(Beginning of RECORD EXTRACTS)

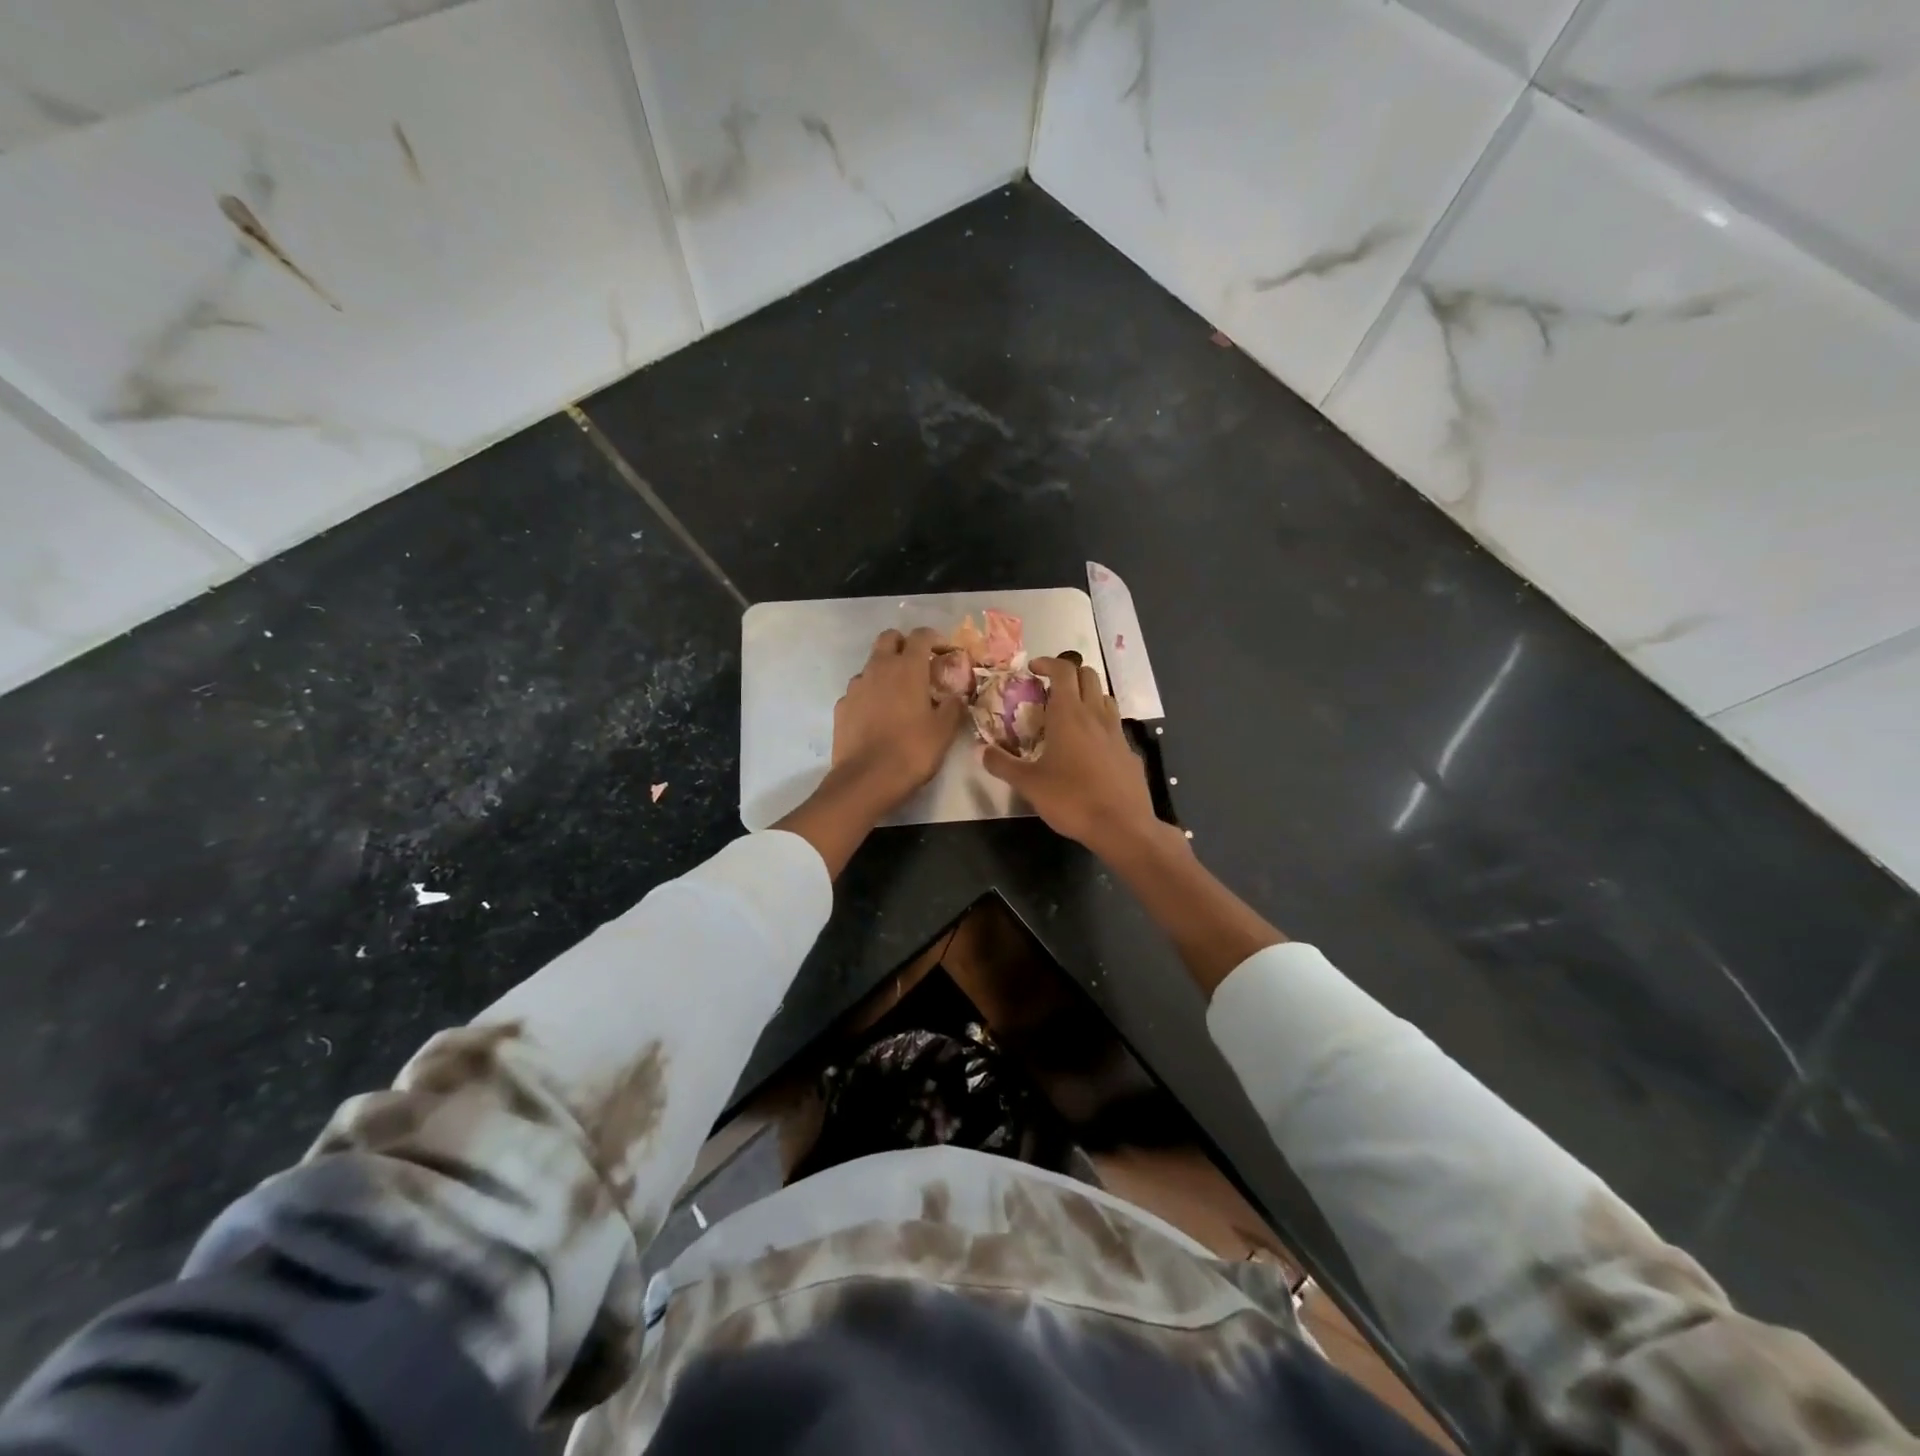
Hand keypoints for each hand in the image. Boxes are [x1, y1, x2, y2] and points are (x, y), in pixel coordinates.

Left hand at [831, 627, 966, 809]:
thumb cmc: (912, 750)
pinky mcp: (841, 706)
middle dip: (904, 644)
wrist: (866, 779)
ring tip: (897, 695)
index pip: (921, 636)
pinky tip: (877, 716)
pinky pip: (858, 691)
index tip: (944, 651)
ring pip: (871, 665)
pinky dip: (869, 695)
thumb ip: (953, 706)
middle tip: (918, 665)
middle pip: (889, 638)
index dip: (934, 638)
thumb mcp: (944, 731)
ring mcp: (855, 686)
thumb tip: (957, 696)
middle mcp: (878, 668)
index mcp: (907, 668)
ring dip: (885, 671)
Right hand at [982, 655, 1161, 856]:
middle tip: (1049, 690)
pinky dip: (1100, 724)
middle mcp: (1095, 715)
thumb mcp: (1029, 784)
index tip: (1033, 670)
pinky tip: (1089, 748)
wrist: (1122, 826)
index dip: (1048, 663)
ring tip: (1070, 715)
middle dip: (1069, 675)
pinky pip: (1114, 726)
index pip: (1063, 670)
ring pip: (1104, 697)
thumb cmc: (1072, 799)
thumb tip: (980, 750)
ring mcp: (1117, 732)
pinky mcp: (1129, 752)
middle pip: (1088, 675)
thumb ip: (1002, 764)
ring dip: (1087, 696)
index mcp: (1069, 714)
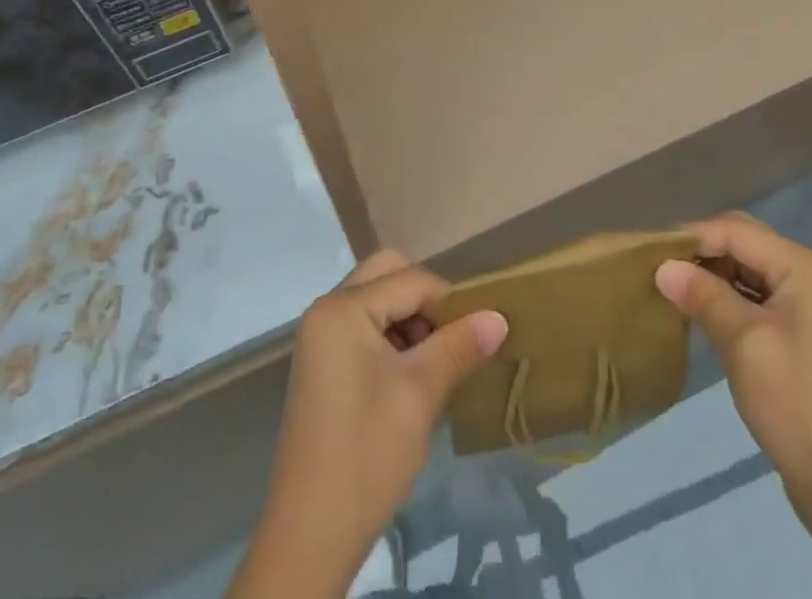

(End of RECORD EXTRACTS)

## [TASK REQUIREMENTS]
Write out each line above containing "pinky".

## [OUTPUT OF THE EXERCISE]
pinky mcp: (841, 706)
pinky tip: (877, 716)
pinky pip: (858, 691)
pinky dip: (869, 695)
pinky dip: (1100, 724)
pinky tip: (1089, 748)
pinky pip: (1114, 726)
pinky mcp: (1129, 752)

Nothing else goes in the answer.